* Material for this exercise
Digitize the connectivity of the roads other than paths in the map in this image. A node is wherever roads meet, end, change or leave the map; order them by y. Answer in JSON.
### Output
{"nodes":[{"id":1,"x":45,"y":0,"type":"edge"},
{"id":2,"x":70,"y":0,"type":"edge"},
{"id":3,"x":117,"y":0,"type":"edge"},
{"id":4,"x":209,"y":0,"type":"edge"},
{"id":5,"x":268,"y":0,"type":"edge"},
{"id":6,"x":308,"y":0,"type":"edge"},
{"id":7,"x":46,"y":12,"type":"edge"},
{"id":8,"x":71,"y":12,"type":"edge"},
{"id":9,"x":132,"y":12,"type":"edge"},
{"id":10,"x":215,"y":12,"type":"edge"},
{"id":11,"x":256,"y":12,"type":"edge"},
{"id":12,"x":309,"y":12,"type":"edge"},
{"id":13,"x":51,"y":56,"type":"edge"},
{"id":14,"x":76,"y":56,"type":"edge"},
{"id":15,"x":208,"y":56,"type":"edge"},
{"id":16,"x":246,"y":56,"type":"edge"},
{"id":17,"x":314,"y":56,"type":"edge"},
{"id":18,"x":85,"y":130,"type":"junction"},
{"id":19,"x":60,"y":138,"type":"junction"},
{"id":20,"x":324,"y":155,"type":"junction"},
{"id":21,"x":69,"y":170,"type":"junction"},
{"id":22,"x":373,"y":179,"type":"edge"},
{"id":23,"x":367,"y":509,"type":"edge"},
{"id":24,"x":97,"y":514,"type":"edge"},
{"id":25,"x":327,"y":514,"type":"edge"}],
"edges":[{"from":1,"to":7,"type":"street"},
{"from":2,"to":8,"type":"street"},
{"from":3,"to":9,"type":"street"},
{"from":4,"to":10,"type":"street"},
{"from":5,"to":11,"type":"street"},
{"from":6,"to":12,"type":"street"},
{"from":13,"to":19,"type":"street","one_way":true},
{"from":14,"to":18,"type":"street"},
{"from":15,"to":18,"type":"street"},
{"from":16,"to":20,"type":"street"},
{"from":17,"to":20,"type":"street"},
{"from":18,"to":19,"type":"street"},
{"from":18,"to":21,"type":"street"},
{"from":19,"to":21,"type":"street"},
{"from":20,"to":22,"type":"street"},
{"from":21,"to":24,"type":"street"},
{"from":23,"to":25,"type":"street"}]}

* Exercise prompt
Every line in the listing above should be repeated exactly.

* Response for this exercise
Digitize the connectivity of the roads other than paths in the map in this image. A node is wherever roads meet, end, change or leave the map; order them by y. Answer in JSON.
### Output
{"nodes":[{"id":1,"x":45,"y":0,"type":"edge"},
{"id":2,"x":70,"y":0,"type":"edge"},
{"id":3,"x":117,"y":0,"type":"edge"},
{"id":4,"x":209,"y":0,"type":"edge"},
{"id":5,"x":268,"y":0,"type":"edge"},
{"id":6,"x":308,"y":0,"type":"edge"},
{"id":7,"x":46,"y":12,"type":"edge"},
{"id":8,"x":71,"y":12,"type":"edge"},
{"id":9,"x":132,"y":12,"type":"edge"},
{"id":10,"x":215,"y":12,"type":"edge"},
{"id":11,"x":256,"y":12,"type":"edge"},
{"id":12,"x":309,"y":12,"type":"edge"},
{"id":13,"x":51,"y":56,"type":"edge"},
{"id":14,"x":76,"y":56,"type":"edge"},
{"id":15,"x":208,"y":56,"type":"edge"},
{"id":16,"x":246,"y":56,"type":"edge"},
{"id":17,"x":314,"y":56,"type":"edge"},
{"id":18,"x":85,"y":130,"type":"junction"},
{"id":19,"x":60,"y":138,"type":"junction"},
{"id":20,"x":324,"y":155,"type":"junction"},
{"id":21,"x":69,"y":170,"type":"junction"},
{"id":22,"x":373,"y":179,"type":"edge"},
{"id":23,"x":367,"y":509,"type":"edge"},
{"id":24,"x":97,"y":514,"type":"edge"},
{"id":25,"x":327,"y":514,"type":"edge"}],
"edges":[{"from":1,"to":7,"type":"street"},
{"from":2,"to":8,"type":"street"},
{"from":3,"to":9,"type":"street"},
{"from":4,"to":10,"type":"street"},
{"from":5,"to":11,"type":"street"},
{"from":6,"to":12,"type":"street"},
{"from":13,"to":19,"type":"street","one_way":true},
{"from":14,"to":18,"type":"street"},
{"from":15,"to":18,"type":"street"},
{"from":16,"to":20,"type":"street"},
{"from":17,"to":20,"type":"street"},
{"from":18,"to":19,"type":"street"},
{"from":18,"to":21,"type":"street"},
{"from":19,"to":21,"type":"street"},
{"from":20,"to":22,"type":"street"},
{"from":21,"to":24,"type":"street"},
{"from":23,"to":25,"type":"street"}]}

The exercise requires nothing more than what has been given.